# Received my Citizenship



## stanburn (Jan 19, 2009)

I am hesitant to post his after the responses on my original thread when I applied.

But yesterday I received my Carta de Naturalization.

I don't spend much time with foreigners and my friends, all locals have welcomed me with open arms calling me Mexicano or Paisano.


----------



## TundraGreen (Jul 15, 2010)

stanburn said:


> I am hesitant to post his after the responses on my original thread when I applied.
> 
> But yesterday I received my Carta de Naturalization.
> 
> I don't spend much time with foreigners and my friends, all locals have welcomed me with open arms calling me Mexicano or Paisano.


Congratulations. 

I have started the process. I am still waiting on Migración to give me a copy of the history of my visas. It is required by the Secretaria de Relaciones Exteriores as part of the application.


----------



## Isla Verde (Oct 19, 2011)

stanburn said:


> I am hesitant to post his after the responses on my original thread when I applied.
> 
> But yesterday I received my Carta de Naturalization.
> 
> I don't spend much time with foreigners and my friends, all locals have welcomed me with open arms calling me Mexicano or Paisano.


I wasn't around when you originally posted your intention to become a Mexican citizen, and I'm sorry that you received negative responses at that time. I think it's great that you are now a Mexican! 

*¡FELICIDADES!*


----------



## coondawg (May 1, 2014)

Congratulations !!!


----------



## xolo (May 25, 2014)

Congratulations!


----------



## sparks (Jun 17, 2007)

Congrats Stan ..... you should post the procedure on your website


----------



## GARYJ65 (Feb 9, 2013)

Muchas felicidades! (Congratulations!)


----------



## WintheWin (Jul 15, 2015)

Woo!
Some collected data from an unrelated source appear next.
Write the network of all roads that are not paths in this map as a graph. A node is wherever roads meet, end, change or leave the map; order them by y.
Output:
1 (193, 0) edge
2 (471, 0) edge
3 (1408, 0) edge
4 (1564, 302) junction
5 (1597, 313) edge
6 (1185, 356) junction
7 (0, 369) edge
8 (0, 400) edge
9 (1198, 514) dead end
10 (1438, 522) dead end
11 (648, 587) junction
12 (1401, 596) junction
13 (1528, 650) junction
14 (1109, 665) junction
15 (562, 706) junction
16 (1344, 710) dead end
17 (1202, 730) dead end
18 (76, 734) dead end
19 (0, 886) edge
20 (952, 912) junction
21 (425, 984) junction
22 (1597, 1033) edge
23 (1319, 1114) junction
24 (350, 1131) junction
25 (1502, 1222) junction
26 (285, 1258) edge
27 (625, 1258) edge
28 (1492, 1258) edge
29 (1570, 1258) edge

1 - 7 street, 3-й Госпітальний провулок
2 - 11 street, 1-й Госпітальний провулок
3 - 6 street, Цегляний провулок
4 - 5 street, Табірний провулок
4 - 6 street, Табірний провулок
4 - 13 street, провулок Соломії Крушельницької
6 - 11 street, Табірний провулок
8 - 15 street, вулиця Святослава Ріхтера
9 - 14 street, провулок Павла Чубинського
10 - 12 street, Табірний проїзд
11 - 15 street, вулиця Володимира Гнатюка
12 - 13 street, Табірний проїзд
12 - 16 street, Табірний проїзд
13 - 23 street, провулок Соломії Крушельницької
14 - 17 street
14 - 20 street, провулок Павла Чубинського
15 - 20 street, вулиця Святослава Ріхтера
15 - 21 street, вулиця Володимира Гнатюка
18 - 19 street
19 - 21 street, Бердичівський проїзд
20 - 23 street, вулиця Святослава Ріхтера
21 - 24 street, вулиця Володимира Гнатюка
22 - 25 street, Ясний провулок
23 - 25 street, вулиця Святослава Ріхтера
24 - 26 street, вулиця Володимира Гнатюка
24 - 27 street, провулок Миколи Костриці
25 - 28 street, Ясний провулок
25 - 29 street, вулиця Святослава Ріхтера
You can own property now! !


----------



## Isla Verde (Oct 19, 2011)

WintheWin said:


> Woo! You can own property now! !


And vote in Mexican elections too!


----------



## TundraGreen (Jul 15, 2010)

WintheWin said:


> Woo! You can own property now! !


Except near the borders or the coasts, you don't need to be a citizen to own property.


----------



## TundraGreen (Jul 15, 2010)

Isla Verde said:


> And vote in Mexican elections too!


And get Senior Citizen discounts on your property tax. 

When people ask me why I am applying for citizenship, I tell them it is so I can get a 50% discount on my property tax. Instead of being the equivalent of $100 USD per year, it will drop to $50 USD per year.


----------



## WintheWin (Jul 15, 2015)

You can also get Plan Joven, don't know how it works, g-ma has it here in Baja, and she gets SO many discounts it's crazy. Mexican DMV, property tax, etc.
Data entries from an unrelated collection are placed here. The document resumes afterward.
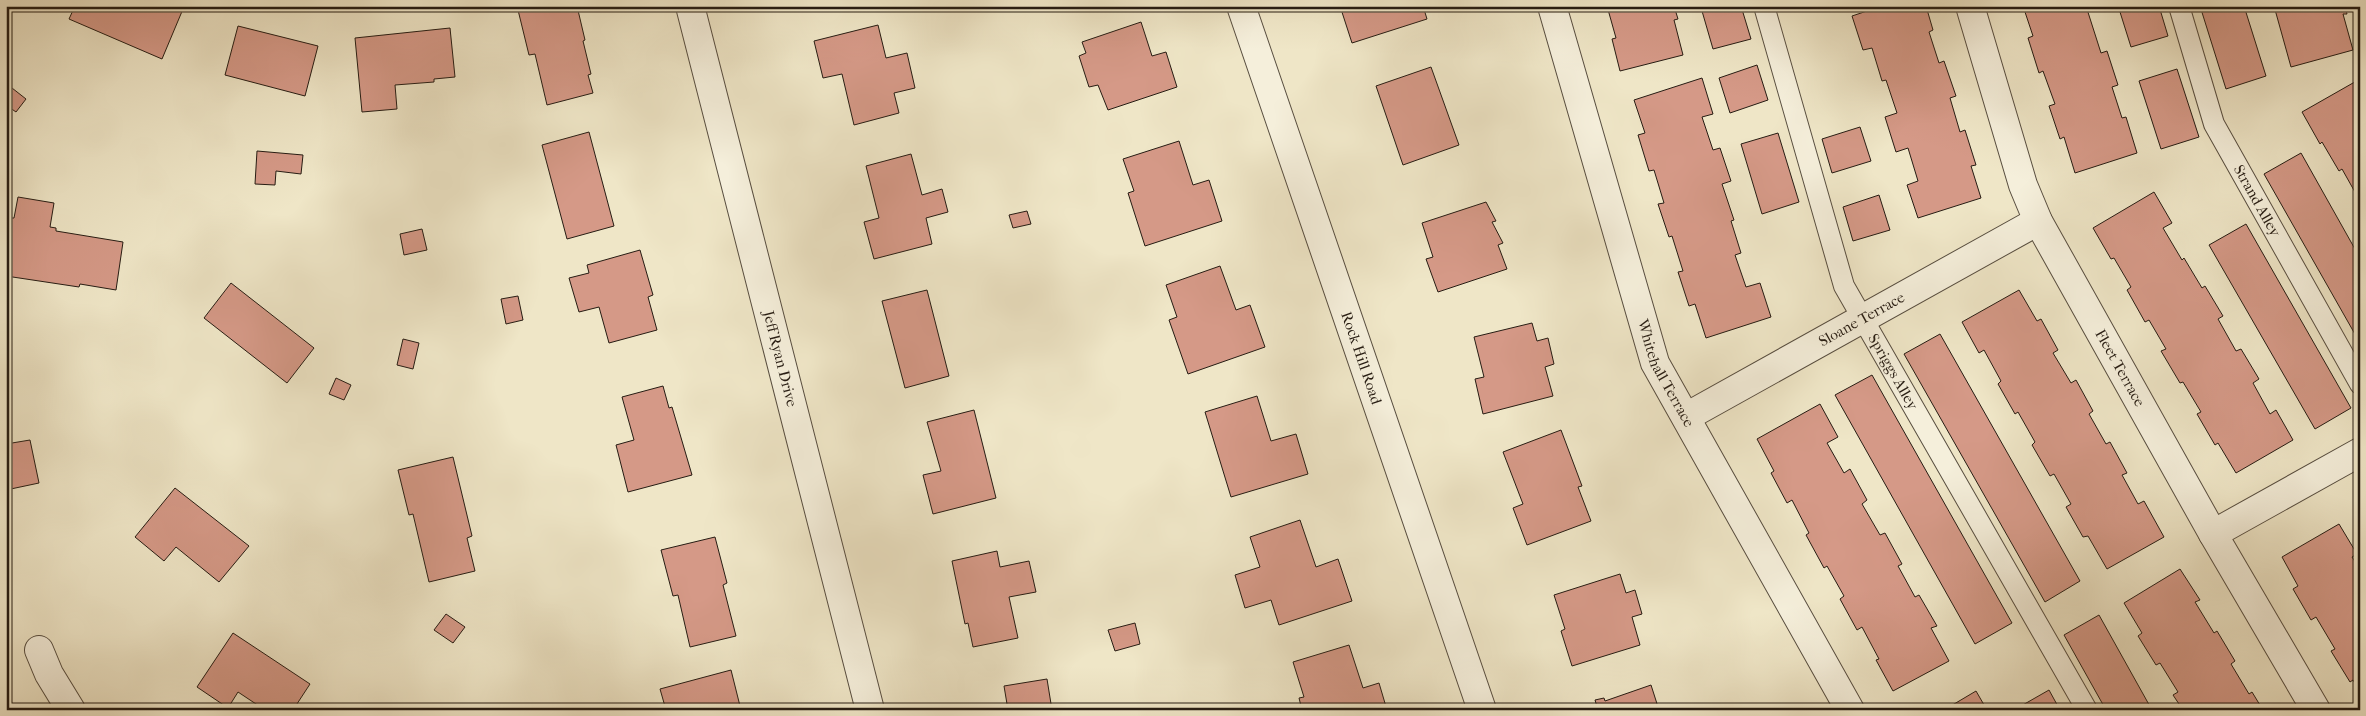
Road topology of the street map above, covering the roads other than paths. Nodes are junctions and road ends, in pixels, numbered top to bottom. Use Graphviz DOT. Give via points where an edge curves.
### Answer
graph roads {
  1 [pos="690,6"];
  2 [pos="1241,6"];
  3 [pos="1552,6"];
  4 [pos="1764,6"];
  5 [pos="1970,6"];
  6 [pos="2179,6"];
  7 [pos="2038,221"];
  8 [pos="1862,319"];
  9 [pos="2360,384"];
  10 [pos="1686,417"];
  11 [pos="2360,452"];
  12 [pos="2213,534"];
  13 [pos="40,650"];
  14 [pos="71,710"];
  15 [pos="870,710"];
  16 [pos="1482,710"];
  17 [pos="1850,710"];
  18 [pos="2087,710"];
  19 [pos="2316,710"];
  1 -- 15 [label="street, Jeff Ryan Drive"];
  2 -- 16 [label="street, Rock Hill Road"];
  3 -- 10 [label="street, Whitehall Terrace" via="1655,363"];
  4 -- 8 [label="lane, Spriggs Alley" via="1844,286"];
  5 -- 7 [label="street, Fleet Terrace" via="2023,185"];
  6 -- 9 [label="lane, Strand Alley" via="2214,124"];
  7 -- 8 [label="street, Sloane Terrace"];
  7 -- 12 [label="street, Fleet Terrace"];
  8 -- 10 [label="street, Sloane Terrace"];
  8 -- 18 [label="lane, Spriggs Alley"];
  10 -- 17 [label="street, Whitehall Terrace"];
  11 -- 12 [label="street"];
  12 -- 19 [label="street, Fleet Terrace"];
  13 -- 14 [label="street" via="49,674"];
}
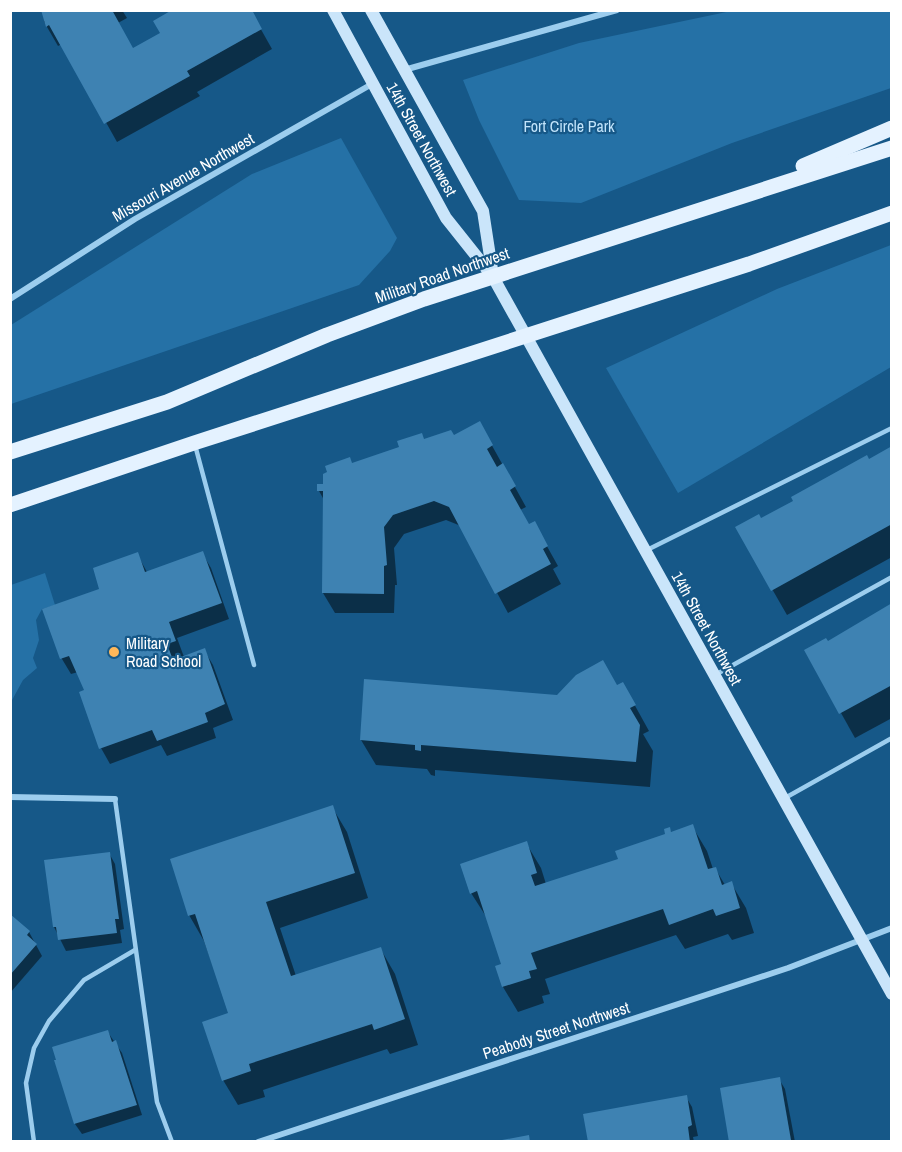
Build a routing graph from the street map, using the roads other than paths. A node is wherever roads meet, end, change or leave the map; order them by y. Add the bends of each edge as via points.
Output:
1 (333, 10) edge
2 (371, 10) edge
3 (617, 10) edge
4 (404, 70) junction
5 (372, 84) junction
6 (891, 128) edge
7 (891, 148) edge
8 (720, 202) junction
9 (891, 213) edge
10 (493, 277) junction
11 (10, 299) edge
12 (526, 337) junction
13 (891, 428) edge
14 (194, 442) junction
15 (10, 452) edge
16 (10, 505) edge
17 (645, 551) junction
18 (891, 578) edge
19 (254, 665) dead end
20 (714, 676) junction
21 (891, 738) edge
22 (10, 797) edge
23 (115, 799) joint
24 (783, 799) junction
25 (891, 928) edge
26 (861, 939) junction
27 (135, 950) junction
28 (891, 994) edge
29 (34, 1142) edge
30 (172, 1142) edge
31 (258, 1142) edge

1 - 5 street, 14th Street Northwest
2 - 4 street, 14th Street Northwest
3 - 4 street
4 - 10 street, 14th Street Northwest via 483,211
5 - 10 street, 14th Street Northwest via 446,218
5 - 11 street, Missouri Avenue Northwest via 135,219
6 - 8 main road
7 - 8 main road, Military Road Northwest
8 - 10 main road, Military Road Northwest
9 - 12 main road
10 - 12 street, 14th Street Northwest
10 - 15 main road, Military Road Northwest via 327,335 167,402
12 - 14 main road
12 - 17 street, 14th Street Northwest
13 - 17 lane
14 - 16 main road
14 - 19 lane
17 - 20 street, 14th Street Northwest
18 - 20 lane
20 - 24 street, 14th Street Northwest
21 - 24 lane
22 - 23 street
23 - 27 lane
24 - 26 street, 14th Street Northwest
25 - 26 street, Peabody Street Northwest
26 - 28 street, 14th Street Northwest
26 - 31 street, Peabody Street Northwest via 788,968
27 - 29 lane via 84,980 49,1021 34,1048 26,1083
27 - 30 lane via 157,1102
Edit: It's NOT called Plan Joven, that's just what she calls it, but there's some sort of official document that says she's "de la tercera edad…" and pays way less. When she goes on trips gets mad discounts on bus fares.


----------



## Isla Verde (Oct 19, 2011)

WintheWin said:


> You can also get Plan Joven, don't know how it works, g-ma has it here in Baja, and she gets SO many discounts it's crazy. Mexican DMV, property tax, etc.
> 
> Edit: It's NOT called Plan Joven, that's just what she calls it, but there's some sort of official document that says she's "de la tercera edad…" and pays way less. When she goes on trips gets mad discounts on bus fares.
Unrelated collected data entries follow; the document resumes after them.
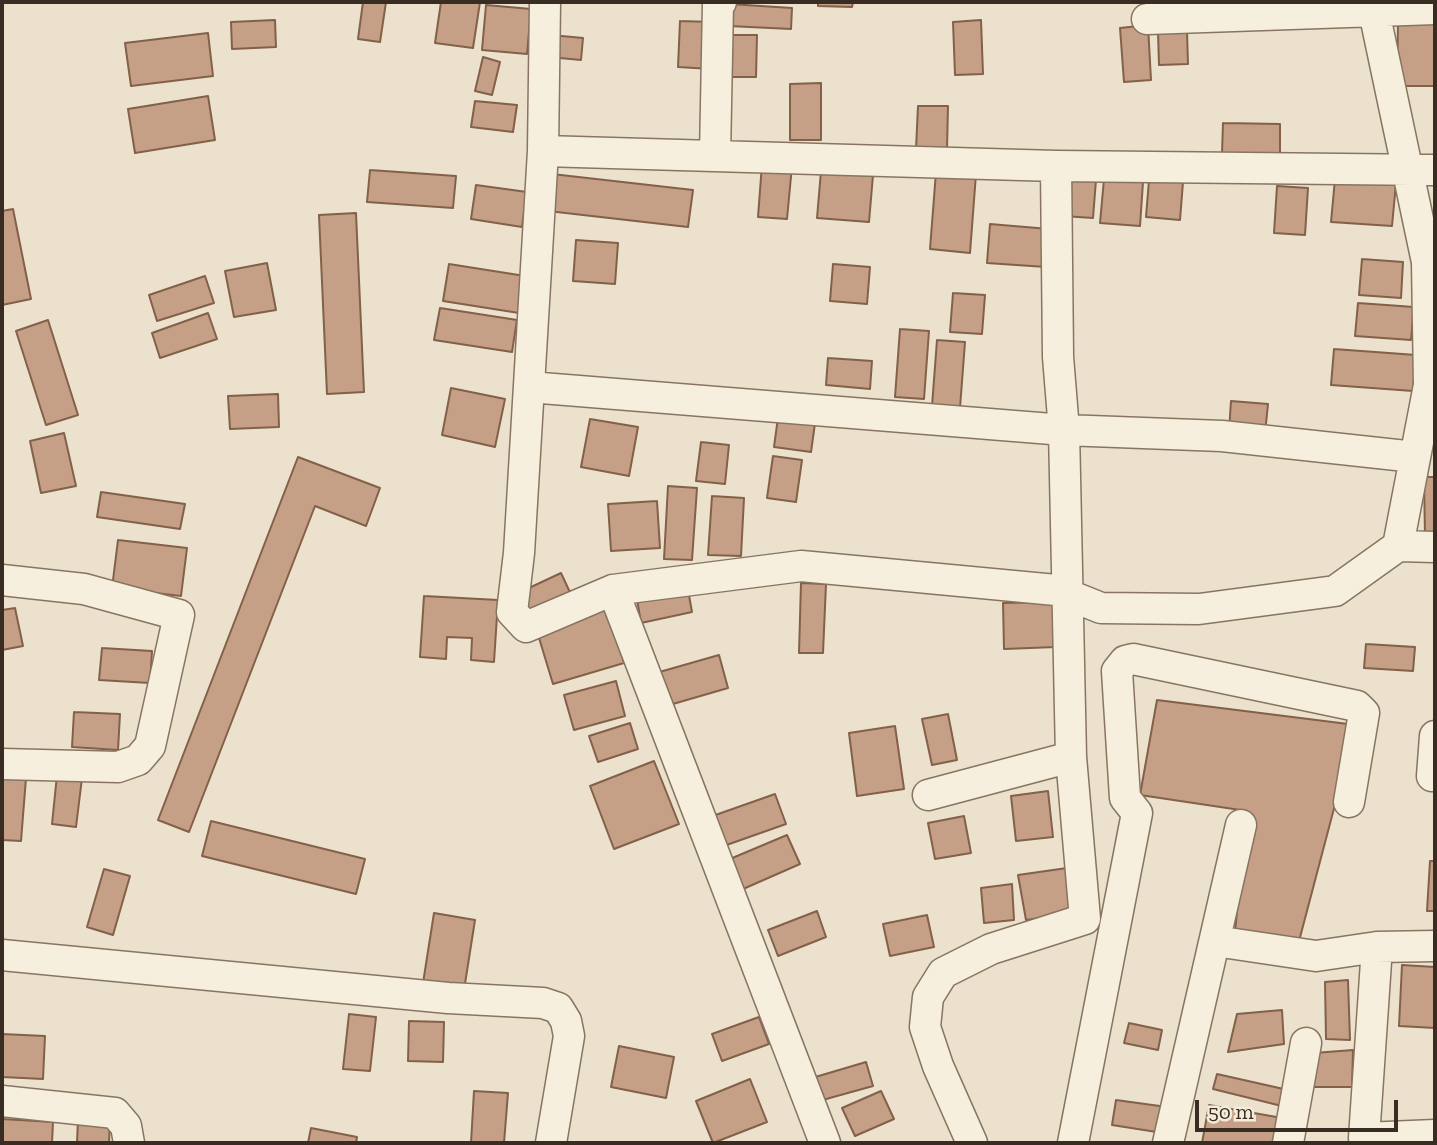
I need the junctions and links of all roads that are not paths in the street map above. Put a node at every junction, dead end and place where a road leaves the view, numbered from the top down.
1 (545, 2) edge
2 (711, 2) edge
3 (1372, 6) edge
4 (1435, 9) edge
5 (1147, 19) dead end
6 (543, 151) junction
7 (715, 156) junction
8 (1056, 166) junction
9 (1421, 169) edge
10 (1432, 385) edge
11 (530, 387) junction
12 (1064, 430) junction
13 (1415, 457) junction
14 (1398, 546) junction
15 (1435, 547) edge
16 (2, 580) edge
17 (613, 590) junction
18 (1069, 596) junction
19 (1435, 736) edge
20 (1071, 757) junction
21 (2, 764) edge
22 (1435, 776) edge
23 (928, 795) dead end
24 (1349, 802) dead end
25 (1241, 825) dead end
26 (1215, 941) junction
27 (1435, 946) edge
28 (1377, 947) junction
29 (2, 955) edge
30 (1306, 1043) dead end
31 (2, 1101) edge
32 (1435, 1135) edge
33 (1364, 1140) edge
34 (129, 1143) edge
35 (551, 1143) edge
36 (825, 1143) edge
37 (972, 1143) edge
38 (1073, 1143) edge
39 (1168, 1143) edge
40 (1288, 1143) edge

1 - 6 street
2 - 7 street
3 - 4 street
3 - 5 street
3 - 9 street
6 - 7 street
6 - 11 street
7 - 8 street
8 - 9 street
8 - 12 street
9 - 10 street
10 - 13 street
11 - 12 street
11 - 17 street
12 - 13 street
12 - 18 street
13 - 14 street
14 - 15 street
14 - 18 street
16 - 21 street
17 - 18 street
17 - 36 street
18 - 20 street
19 - 22 street
20 - 23 street
20 - 37 street
24 - 38 street
25 - 26 street
26 - 28 street
26 - 39 street
27 - 28 street
28 - 33 street
29 - 35 street
30 - 40 street
31 - 34 street
32 - 33 street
I have an INAPAM card that gives me all sorts of discounts, including 50% off on long-distance bus fares. You don't need to be a citizen to receive this card, just be at least 60 years old.


----------



## coondawg (May 1, 2014)

TundraGreen said:


> And get Senior Citizen discounts on your property tax.
> 
> When people ask me why I am applying for citizenship, I tell them it is so I can get a 50% discount on my property tax. Instead of being the equivalent of $100 USD per year, it will drop to $50 USD per year.


Evidently that is not true in Chapala.


----------



## TundraGreen (Jul 15, 2010)

Isla Verde said:


> I have an INAPAM card that gives me all sorts of discounts, including 50% off on long-distance bus fares. You don't need to be a citizen to receive this card, just be at least 60 years old.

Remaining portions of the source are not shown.